In a significant call in the run-up to the upcoming Japanese elections for the leadership of the ruling Liberal Democratic Party, PM Shinzo Abe has urged his fellow partymen to move quicker on the LDP’s push to revise and reform Japan’s constitution. The appeal comes in light of the elections due on the 20th, where PM Abe will hope to stave off a leadership challenge from Shigeru Ishiba.
The appeal to amend the over 70-year old Japanese constitution comes after years of tensions between Japan and North Korea. The latter has over the past few years tested several ballistic missiles in the area, several of which have often passed over the Japanese mainland. And although, the relationship between the two is thawing of late, difficulties remain. Japan is also apprehensive of Chinese actions in the South China Sea.

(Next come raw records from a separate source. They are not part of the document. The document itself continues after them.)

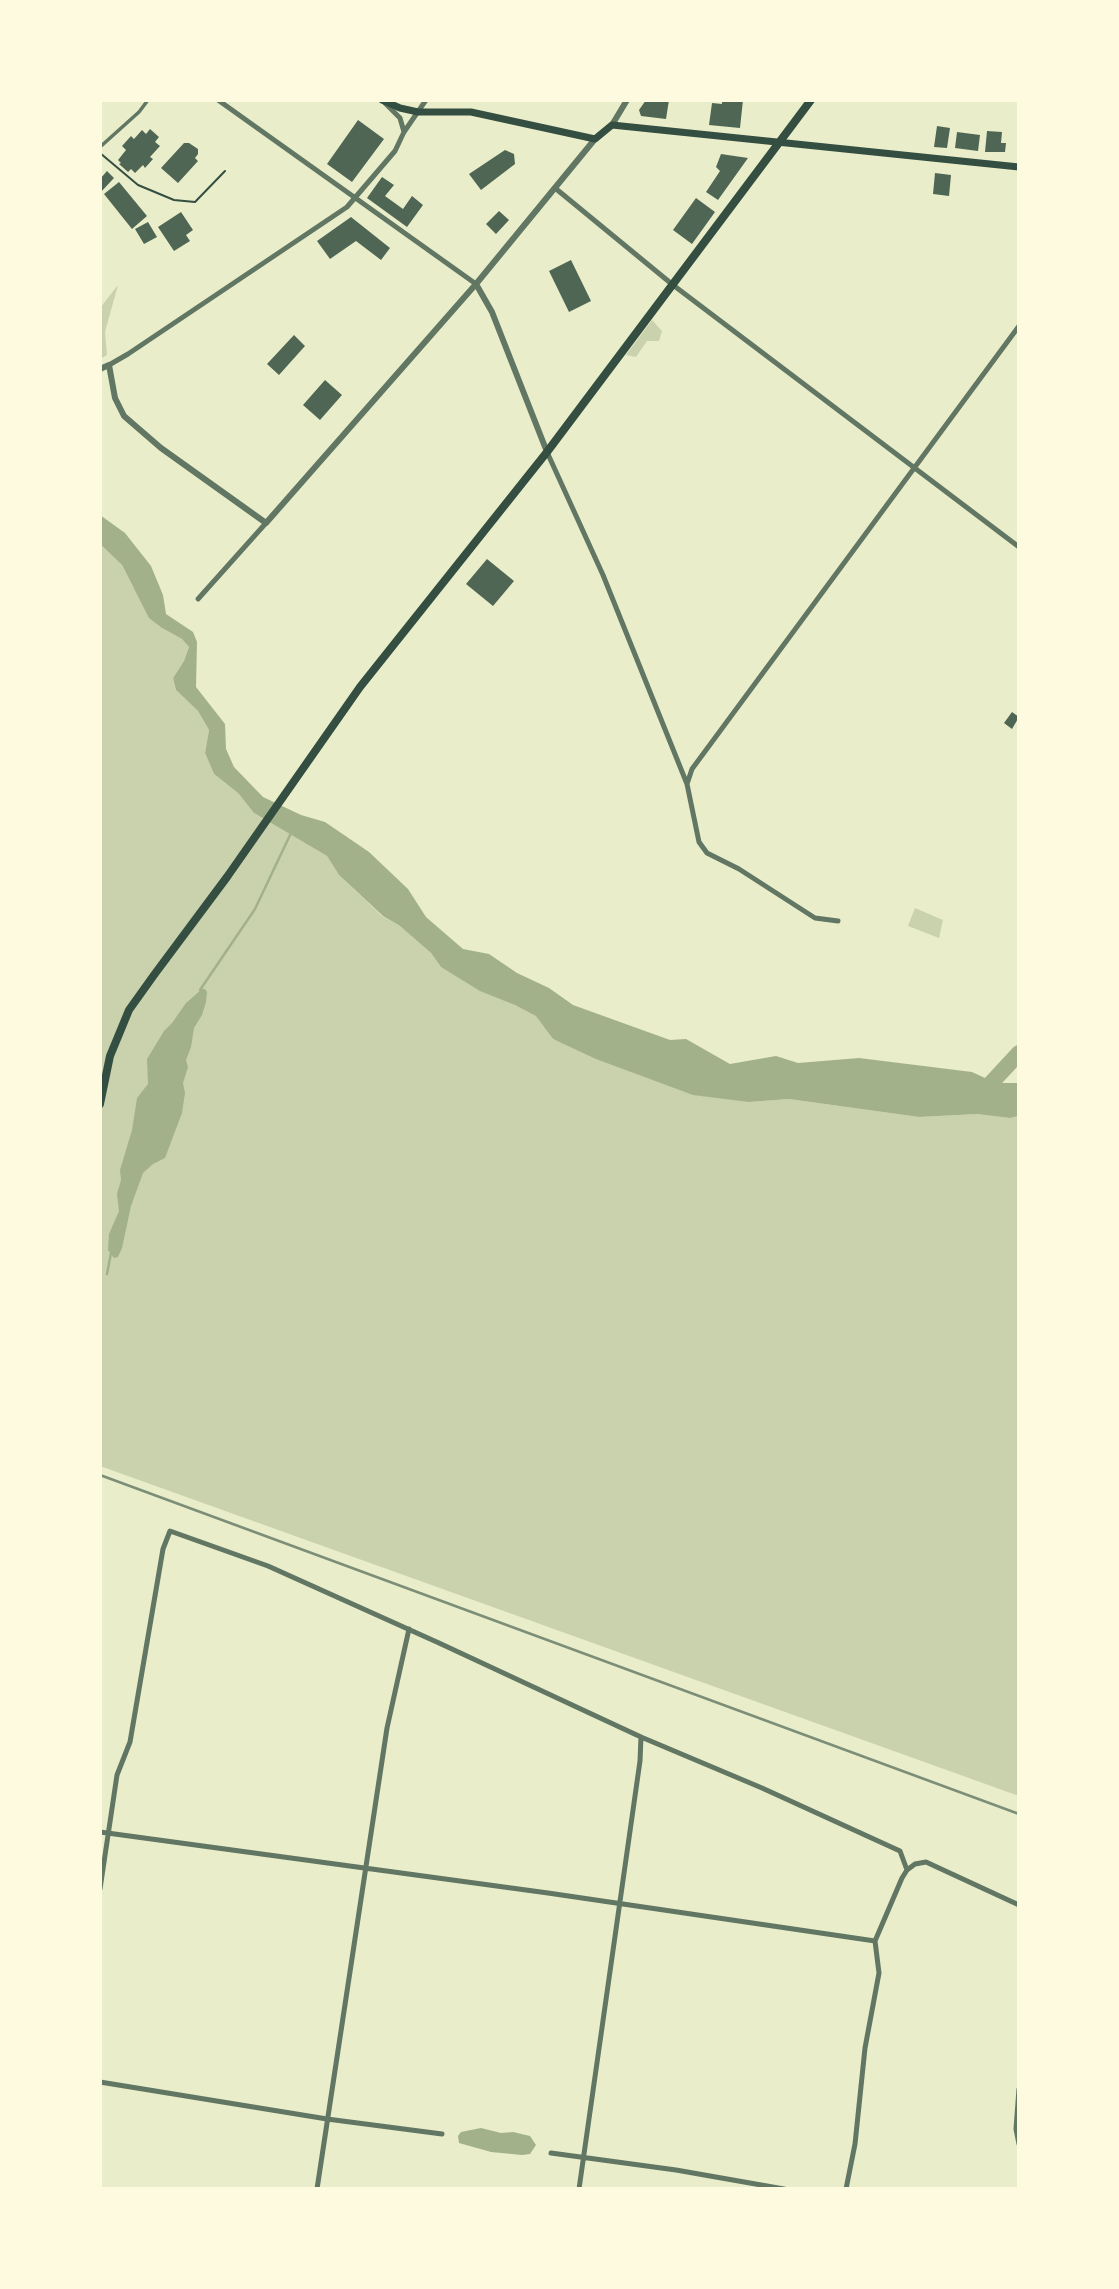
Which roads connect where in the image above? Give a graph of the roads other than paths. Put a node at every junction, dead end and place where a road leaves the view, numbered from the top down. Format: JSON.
{"nodes":[{"id":1,"x":148,"y":100,"type":"edge"},
{"id":2,"x":218,"y":100,"type":"edge"},
{"id":3,"x":381,"y":100,"type":"edge"},
{"id":4,"x":426,"y":100,"type":"edge"},
{"id":5,"x":627,"y":100,"type":"edge"},
{"id":6,"x":811,"y":100,"type":"edge"},
{"id":7,"x":418,"y":112,"type":"junction"},
{"id":8,"x":612,"y":125,"type":"junction"},
{"id":9,"x":404,"y":132,"type":"junction"},
{"id":10,"x":596,"y":139,"type":"junction"},
{"id":11,"x":779,"y":142,"type":"junction"},
{"id":12,"x":100,"y":147,"type":"edge"},
{"id":13,"x":1019,"y":167,"type":"edge"},
{"id":14,"x":555,"y":188,"type":"junction"},
{"id":15,"x":355,"y":199,"type":"junction"},
{"id":16,"x":476,"y":284,"type":"junction"},
{"id":17,"x":673,"y":285,"type":"junction"},
{"id":18,"x":1019,"y":326,"type":"edge"},
{"id":19,"x":109,"y":365,"type":"junction"},
{"id":20,"x":100,"y":369,"type":"edge"},
{"id":21,"x":547,"y":452,"type":"junction"},
{"id":22,"x":914,"y":467,"type":"junction"},
{"id":23,"x":266,"y":523,"type":"junction"},
{"id":24,"x":1019,"y":547,"type":"edge"},
{"id":25,"x":198,"y":599,"type":"dead end"},
{"id":26,"x":687,"y":784,"type":"junction"},
{"id":27,"x":838,"y":921,"type":"dead end"},
{"id":28,"x":100,"y":1104,"type":"edge"},
{"id":29,"x":409,"y":1629,"type":"junction"},
{"id":30,"x":641,"y":1737,"type":"junction"},
{"id":31,"x":103,"y":1832,"type":"edge"},
{"id":32,"x":366,"y":1868,"type":"junction"},
{"id":33,"x":907,"y":1870,"type":"junction"},
{"id":34,"x":100,"y":1889,"type":"edge"},
{"id":35,"x":620,"y":1905,"type":"junction"},
{"id":36,"x":1019,"y":1905,"type":"edge"},
{"id":37,"x":875,"y":1941,"type":"junction"},
{"id":38,"x":100,"y":2082,"type":"edge"},
{"id":39,"x":1019,"y":2089,"type":"edge"},
{"id":40,"x":327,"y":2119,"type":"junction"},
{"id":41,"x":442,"y":2134,"type":"dead end"},
{"id":42,"x":1019,"y":2144,"type":"edge"},
{"id":43,"x":551,"y":2153,"type":"dead end"},
{"id":44,"x":583,"y":2157,"type":"junction"},
{"id":45,"x":317,"y":2189,"type":"edge"},
{"id":46,"x":579,"y":2189,"type":"edge"},
{"id":47,"x":784,"y":2189,"type":"edge"},
{"id":48,"x":846,"y":2189,"type":"edge"}],
"edges":[{"from":1,"to":12,"type":"street"},
{"from":2,"to":15,"type":"street"},
{"from":3,"to":7,"type":"main road"},
{"from":3,"to":9,"type":"street"},
{"from":4,"to":7,"type":"street"},
{"from":5,"to":8,"type":"street"},
{"from":6,"to":11,"type":"main road"},
{"from":7,"to":9,"type":"street"},
{"from":7,"to":10,"type":"main road"},
{"from":8,"to":10,"type":"main road"},
{"from":8,"to":11,"type":"main road"},
{"from":9,"to":15,"type":"street"},
{"from":10,"to":14,"type":"street"},
{"from":11,"to":13,"type":"main road"},
{"from":11,"to":17,"type":"main road"},
{"from":14,"to":16,"type":"street"},
{"from":14,"to":17,"type":"street"},
{"from":15,"to":16,"type":"street"},
{"from":15,"to":19,"type":"street"},
{"from":16,"to":21,"type":"street"},
{"from":16,"to":23,"type":"street"},
{"from":17,"to":21,"type":"main road"},
{"from":17,"to":22,"type":"street"},
{"from":18,"to":22,"type":"street"},
{"from":19,"to":20,"type":"street"},
{"from":19,"to":23,"type":"street"},
{"from":21,"to":26,"type":"street"},
{"from":21,"to":28,"type":"main road"},
{"from":22,"to":24,"type":"street"},
{"from":22,"to":26,"type":"street"},
{"from":23,"to":25,"type":"street"},
{"from":26,"to":27,"type":"street"},
{"from":29,"to":30,"type":"street"},
{"from":29,"to":31,"type":"street"},
{"from":29,"to":32,"type":"street"},
{"from":30,"to":33,"type":"street"},
{"from":30,"to":35,"type":"street"},
{"from":31,"to":32,"type":"street"},
{"from":31,"to":34,"type":"street"},
{"from":32,"to":35,"type":"street"},
{"from":32,"to":40,"type":"street"},
{"from":33,"to":36,"type":"street"},
{"from":33,"to":37,"type":"street"},
{"from":35,"to":37,"type":"street"},
{"from":35,"to":44,"type":"street"},
{"from":37,"to":48,"type":"street"},
{"from":38,"to":40,"type":"street"},
{"from":39,"to":42,"type":"street"},
{"from":40,"to":41,"type":"street"},
{"from":40,"to":45,"type":"street"},
{"from":43,"to":44,"type":"street"},
{"from":44,"to":46,"type":"street"},
{"from":44,"to":47,"type":"street"}]}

Shinzo Abe plans to revise the historically pacifist Japanese constitution in light of these tensions, especially Article 9. The stated article though literally suggesting a ban on the maintenance of armed forces, has been interpreted to allow for the maintenance of a force required for the nation’s self-defence. Any such amendment by PM Abe would lend legitimacy to the Japanese Self-Defence forces, as well as stir up the possibility of maintaining a larger force.
Although PM Abe has indicated that his party will submit a proposal for the amendment by the end of fall in the Diet (Japanese Parliament), the move to revise the constitution may be a risky move. Despite geopolitical tensions, the Japanese public is deeply divided on the issue and so are the LDP’s coalition partners. On the other hand, PM Abe has argued that the move would lend pride to the SDP and help them do their duty to Japan.
The leadership elections on the 20th of this month between Abe and Ishiba may just determine the future of Japan’s foreign policy as well as whether the country will continue expanding its armed forces.